## PROMPT
Every line of the data that includes "Ganarsih" should be copied out.

## TASK INPUT
----

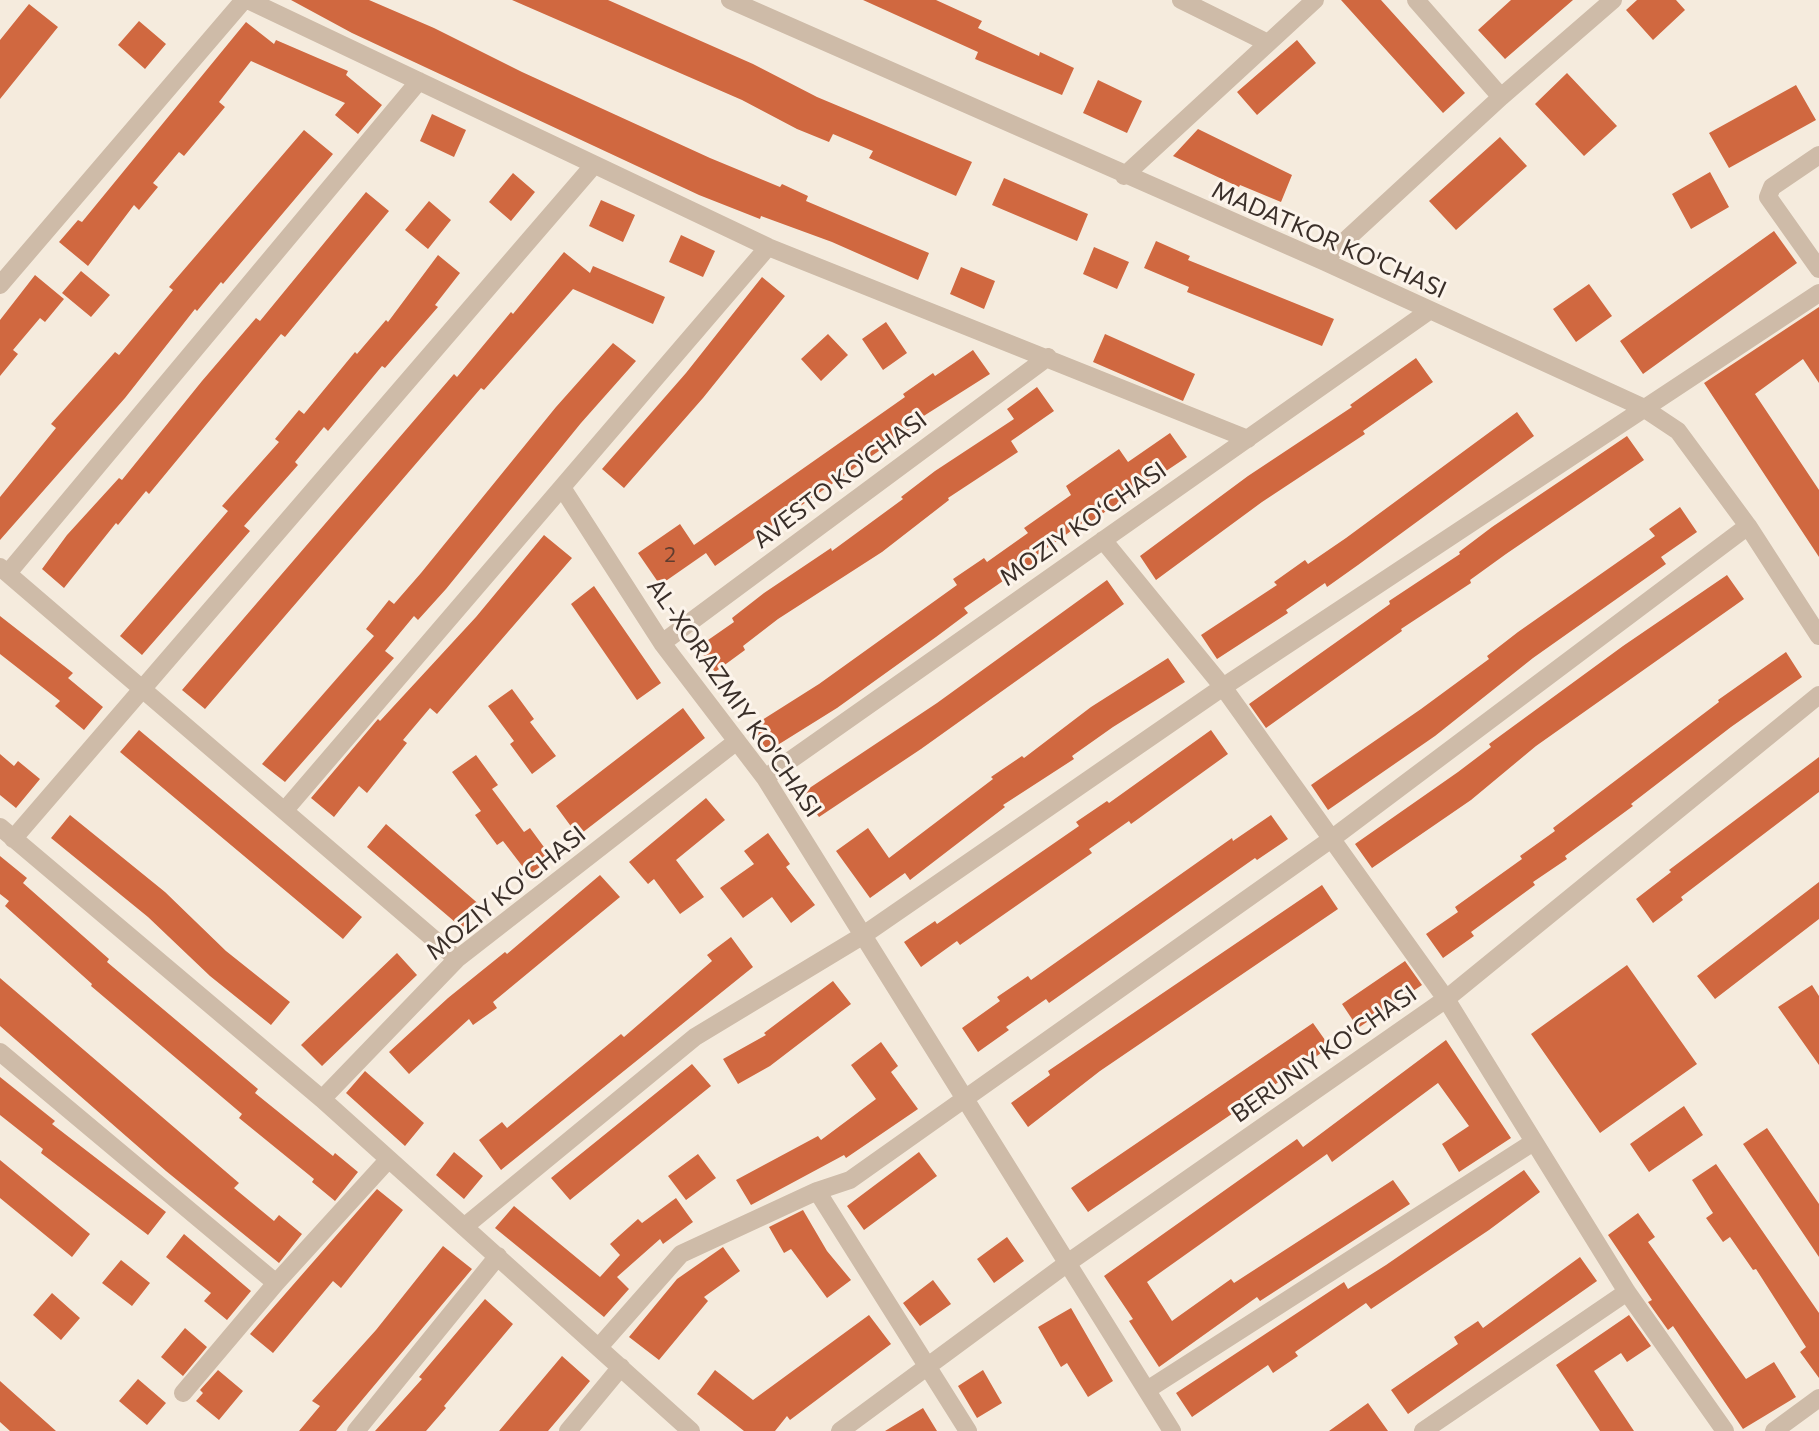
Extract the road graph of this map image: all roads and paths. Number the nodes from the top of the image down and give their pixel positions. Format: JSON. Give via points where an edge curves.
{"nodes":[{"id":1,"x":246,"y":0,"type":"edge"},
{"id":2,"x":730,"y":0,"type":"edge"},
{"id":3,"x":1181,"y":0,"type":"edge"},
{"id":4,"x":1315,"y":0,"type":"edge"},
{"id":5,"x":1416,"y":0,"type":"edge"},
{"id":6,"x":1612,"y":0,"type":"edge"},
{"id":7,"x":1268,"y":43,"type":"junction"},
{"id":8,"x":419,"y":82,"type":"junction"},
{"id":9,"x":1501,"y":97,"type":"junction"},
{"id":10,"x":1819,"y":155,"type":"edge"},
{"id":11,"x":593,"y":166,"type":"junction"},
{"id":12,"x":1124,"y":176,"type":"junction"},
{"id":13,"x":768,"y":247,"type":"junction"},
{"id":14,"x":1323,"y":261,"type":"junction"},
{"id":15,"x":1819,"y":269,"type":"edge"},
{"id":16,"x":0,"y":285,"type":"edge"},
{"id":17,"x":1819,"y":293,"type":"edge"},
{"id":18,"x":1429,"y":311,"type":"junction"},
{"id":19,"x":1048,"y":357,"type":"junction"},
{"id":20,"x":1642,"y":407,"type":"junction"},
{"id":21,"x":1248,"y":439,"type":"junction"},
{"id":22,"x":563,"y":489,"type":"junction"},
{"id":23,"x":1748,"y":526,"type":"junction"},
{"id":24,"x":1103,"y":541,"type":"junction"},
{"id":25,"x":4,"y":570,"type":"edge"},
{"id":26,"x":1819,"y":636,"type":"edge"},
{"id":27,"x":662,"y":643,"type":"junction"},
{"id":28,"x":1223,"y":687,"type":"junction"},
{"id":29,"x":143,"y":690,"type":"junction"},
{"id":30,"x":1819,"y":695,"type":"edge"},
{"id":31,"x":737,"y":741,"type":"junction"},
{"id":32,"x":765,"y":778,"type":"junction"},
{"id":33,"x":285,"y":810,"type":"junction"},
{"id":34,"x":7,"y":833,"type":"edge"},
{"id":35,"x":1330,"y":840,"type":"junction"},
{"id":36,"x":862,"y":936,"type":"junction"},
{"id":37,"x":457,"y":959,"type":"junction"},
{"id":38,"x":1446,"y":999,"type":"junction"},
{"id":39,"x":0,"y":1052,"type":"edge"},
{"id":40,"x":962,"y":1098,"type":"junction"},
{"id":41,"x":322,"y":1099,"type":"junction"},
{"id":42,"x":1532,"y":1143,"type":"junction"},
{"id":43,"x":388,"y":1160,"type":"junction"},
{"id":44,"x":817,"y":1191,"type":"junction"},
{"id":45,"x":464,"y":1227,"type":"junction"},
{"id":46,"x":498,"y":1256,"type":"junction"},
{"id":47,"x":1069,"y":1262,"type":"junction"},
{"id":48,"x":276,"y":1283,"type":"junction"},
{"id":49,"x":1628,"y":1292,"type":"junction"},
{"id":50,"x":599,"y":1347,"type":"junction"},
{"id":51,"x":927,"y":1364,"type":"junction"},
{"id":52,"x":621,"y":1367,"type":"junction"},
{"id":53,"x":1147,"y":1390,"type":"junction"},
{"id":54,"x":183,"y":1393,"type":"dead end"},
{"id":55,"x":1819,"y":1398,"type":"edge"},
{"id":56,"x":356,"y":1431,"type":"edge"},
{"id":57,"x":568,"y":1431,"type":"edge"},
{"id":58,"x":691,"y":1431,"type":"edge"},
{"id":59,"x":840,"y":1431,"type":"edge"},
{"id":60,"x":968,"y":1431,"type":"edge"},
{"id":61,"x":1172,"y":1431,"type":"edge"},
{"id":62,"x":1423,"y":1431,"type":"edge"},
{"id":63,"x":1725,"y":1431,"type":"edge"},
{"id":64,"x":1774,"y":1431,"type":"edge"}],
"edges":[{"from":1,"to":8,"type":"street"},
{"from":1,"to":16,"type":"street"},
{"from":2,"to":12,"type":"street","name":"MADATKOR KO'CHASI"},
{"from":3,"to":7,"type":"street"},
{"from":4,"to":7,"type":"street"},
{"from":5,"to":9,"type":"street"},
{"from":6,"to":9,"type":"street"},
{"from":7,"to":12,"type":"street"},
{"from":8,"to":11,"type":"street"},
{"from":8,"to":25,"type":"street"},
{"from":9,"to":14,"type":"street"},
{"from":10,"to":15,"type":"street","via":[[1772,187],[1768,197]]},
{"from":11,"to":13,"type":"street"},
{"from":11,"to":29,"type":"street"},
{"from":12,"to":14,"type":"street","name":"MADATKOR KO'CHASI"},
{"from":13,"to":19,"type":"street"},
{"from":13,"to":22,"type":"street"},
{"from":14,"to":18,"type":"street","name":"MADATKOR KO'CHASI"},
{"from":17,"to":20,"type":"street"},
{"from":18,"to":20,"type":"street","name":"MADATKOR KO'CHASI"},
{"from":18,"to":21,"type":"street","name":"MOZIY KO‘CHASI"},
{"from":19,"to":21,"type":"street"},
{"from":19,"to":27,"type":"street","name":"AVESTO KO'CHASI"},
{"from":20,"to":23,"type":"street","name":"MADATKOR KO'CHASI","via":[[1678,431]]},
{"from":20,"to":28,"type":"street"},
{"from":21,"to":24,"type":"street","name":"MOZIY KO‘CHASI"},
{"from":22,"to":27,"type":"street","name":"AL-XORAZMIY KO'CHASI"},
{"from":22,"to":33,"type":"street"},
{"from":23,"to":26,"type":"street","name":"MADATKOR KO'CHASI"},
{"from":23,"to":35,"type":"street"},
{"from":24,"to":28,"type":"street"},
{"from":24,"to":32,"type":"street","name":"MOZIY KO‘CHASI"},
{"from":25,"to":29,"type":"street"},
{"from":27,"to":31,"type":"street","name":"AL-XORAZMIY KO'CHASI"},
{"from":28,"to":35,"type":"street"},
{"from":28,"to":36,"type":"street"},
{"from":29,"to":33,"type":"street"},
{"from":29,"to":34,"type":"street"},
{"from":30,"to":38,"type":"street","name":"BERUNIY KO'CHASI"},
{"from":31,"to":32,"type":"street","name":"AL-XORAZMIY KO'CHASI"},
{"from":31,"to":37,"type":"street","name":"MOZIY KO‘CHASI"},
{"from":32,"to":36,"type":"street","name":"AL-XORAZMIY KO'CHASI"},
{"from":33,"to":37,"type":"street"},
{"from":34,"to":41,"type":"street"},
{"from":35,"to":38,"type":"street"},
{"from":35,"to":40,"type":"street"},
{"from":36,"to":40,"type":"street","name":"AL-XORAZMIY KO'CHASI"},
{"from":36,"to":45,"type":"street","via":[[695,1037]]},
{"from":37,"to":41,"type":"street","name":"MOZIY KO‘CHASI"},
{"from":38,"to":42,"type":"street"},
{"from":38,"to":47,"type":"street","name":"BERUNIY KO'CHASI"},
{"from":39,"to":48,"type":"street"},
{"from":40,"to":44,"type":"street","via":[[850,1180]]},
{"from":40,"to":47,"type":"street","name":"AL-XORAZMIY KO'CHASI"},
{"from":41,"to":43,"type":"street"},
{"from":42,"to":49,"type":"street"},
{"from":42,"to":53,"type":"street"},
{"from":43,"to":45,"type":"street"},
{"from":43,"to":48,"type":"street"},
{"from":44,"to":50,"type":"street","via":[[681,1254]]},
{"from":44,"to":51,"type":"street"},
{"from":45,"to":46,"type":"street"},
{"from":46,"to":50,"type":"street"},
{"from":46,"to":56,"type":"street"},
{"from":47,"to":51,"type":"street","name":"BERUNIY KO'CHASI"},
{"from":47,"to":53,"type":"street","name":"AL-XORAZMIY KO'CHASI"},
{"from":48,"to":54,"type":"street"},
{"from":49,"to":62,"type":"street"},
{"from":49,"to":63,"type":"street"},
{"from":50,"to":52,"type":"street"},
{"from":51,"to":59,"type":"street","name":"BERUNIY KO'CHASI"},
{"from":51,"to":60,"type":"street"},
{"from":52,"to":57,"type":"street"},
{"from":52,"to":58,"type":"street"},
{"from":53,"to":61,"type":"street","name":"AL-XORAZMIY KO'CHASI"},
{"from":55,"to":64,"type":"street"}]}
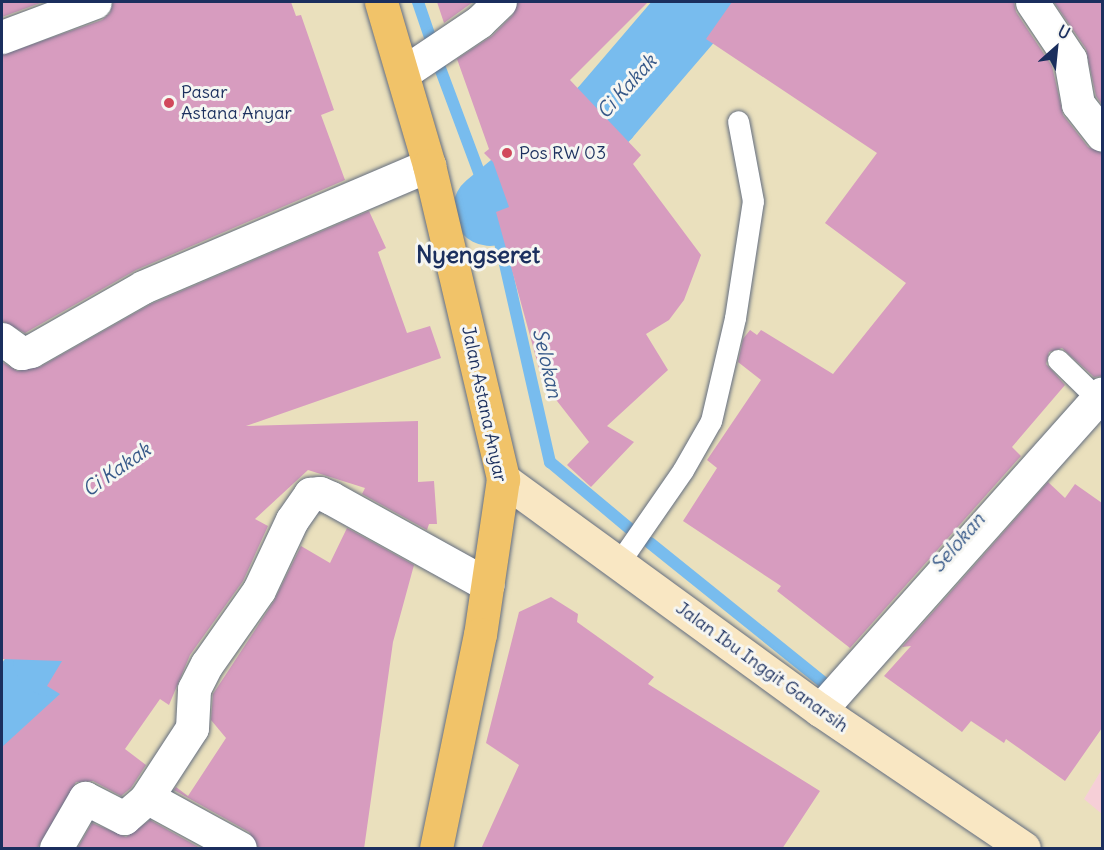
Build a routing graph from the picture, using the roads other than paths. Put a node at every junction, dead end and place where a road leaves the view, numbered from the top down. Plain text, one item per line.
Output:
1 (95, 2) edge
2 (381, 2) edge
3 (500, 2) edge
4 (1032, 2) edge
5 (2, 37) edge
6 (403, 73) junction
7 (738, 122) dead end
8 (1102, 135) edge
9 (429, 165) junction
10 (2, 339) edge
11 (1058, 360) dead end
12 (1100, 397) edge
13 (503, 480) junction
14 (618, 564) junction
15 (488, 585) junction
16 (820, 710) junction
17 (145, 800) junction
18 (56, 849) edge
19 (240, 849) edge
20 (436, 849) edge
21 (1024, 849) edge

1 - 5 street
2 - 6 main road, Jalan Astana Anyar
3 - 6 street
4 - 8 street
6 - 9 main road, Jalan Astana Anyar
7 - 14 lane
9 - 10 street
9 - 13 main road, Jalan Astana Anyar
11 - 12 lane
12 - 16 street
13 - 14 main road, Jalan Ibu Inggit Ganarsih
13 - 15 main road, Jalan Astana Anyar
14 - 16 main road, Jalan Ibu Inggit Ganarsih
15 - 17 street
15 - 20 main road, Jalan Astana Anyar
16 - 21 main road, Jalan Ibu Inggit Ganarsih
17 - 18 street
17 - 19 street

----

## RESPONSE TO THIS TASK
13 - 14 main road, Jalan Ibu Inggit Ganarsih
14 - 16 main road, Jalan Ibu Inggit Ganarsih
16 - 21 main road, Jalan Ibu Inggit Ganarsih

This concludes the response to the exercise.